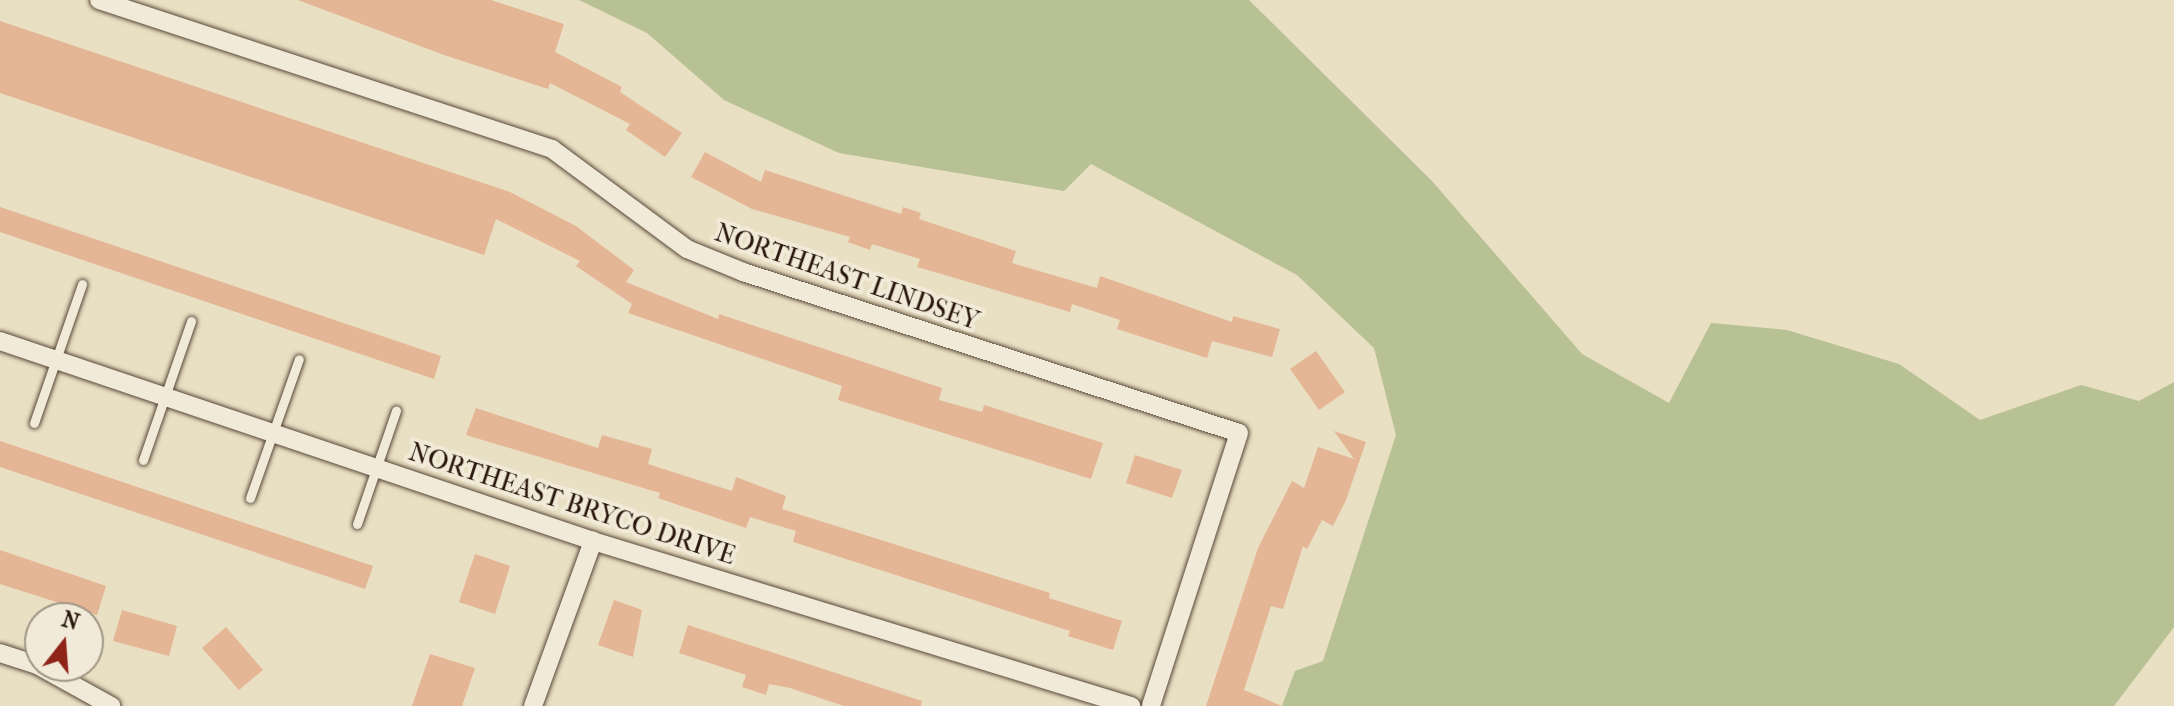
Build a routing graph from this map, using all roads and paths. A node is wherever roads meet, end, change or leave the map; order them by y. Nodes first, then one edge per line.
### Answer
1 (99, 0) edge
2 (82, 284) dead end
3 (191, 321) dead end
4 (0, 341) edge
5 (299, 359) dead end
6 (56, 360) junction
7 (165, 397) junction
8 (396, 411) dead end
9 (34, 423) dead end
10 (273, 433) junction
11 (143, 460) dead end
12 (377, 468) junction
13 (250, 498) dead end
14 (357, 524) dead end
15 (593, 541) junction
16 (0, 653) edge
17 (111, 706) edge
18 (533, 706) edge
19 (1131, 706) edge
20 (1151, 706) edge

1 - 20 street, NORTHEAST LINDSEY
2 - 6 lane
3 - 7 lane
4 - 6 street, NORTHEAST BRYCO DRIVE
5 - 10 lane
6 - 7 street, NORTHEAST BRYCO DRIVE
6 - 9 lane
7 - 10 street, NORTHEAST BRYCO DRIVE
7 - 11 lane
8 - 12 lane
10 - 12 street, NORTHEAST BRYCO DRIVE
10 - 13 lane
12 - 14 lane
12 - 15 street, NORTHEAST BRYCO DRIVE
15 - 18 street
15 - 19 street, NORTHEAST BRYCO DRIVE
16 - 17 street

- [What you will do]:
Output the material word for word, and keep the pictures out.

- [Solution to this task]:
Build a routing graph from this map, using all roads and paths. A node is wherever roads meet, end, change or leave the map; order them by y. Nodes first, then one edge per line.
### Answer
1 (99, 0) edge
2 (82, 284) dead end
3 (191, 321) dead end
4 (0, 341) edge
5 (299, 359) dead end
6 (56, 360) junction
7 (165, 397) junction
8 (396, 411) dead end
9 (34, 423) dead end
10 (273, 433) junction
11 (143, 460) dead end
12 (377, 468) junction
13 (250, 498) dead end
14 (357, 524) dead end
15 (593, 541) junction
16 (0, 653) edge
17 (111, 706) edge
18 (533, 706) edge
19 (1131, 706) edge
20 (1151, 706) edge

1 - 20 street, NORTHEAST LINDSEY
2 - 6 lane
3 - 7 lane
4 - 6 street, NORTHEAST BRYCO DRIVE
5 - 10 lane
6 - 7 street, NORTHEAST BRYCO DRIVE
6 - 9 lane
7 - 10 street, NORTHEAST BRYCO DRIVE
7 - 11 lane
8 - 12 lane
10 - 12 street, NORTHEAST BRYCO DRIVE
10 - 13 lane
12 - 14 lane
12 - 15 street, NORTHEAST BRYCO DRIVE
15 - 18 street
15 - 19 street, NORTHEAST BRYCO DRIVE
16 - 17 street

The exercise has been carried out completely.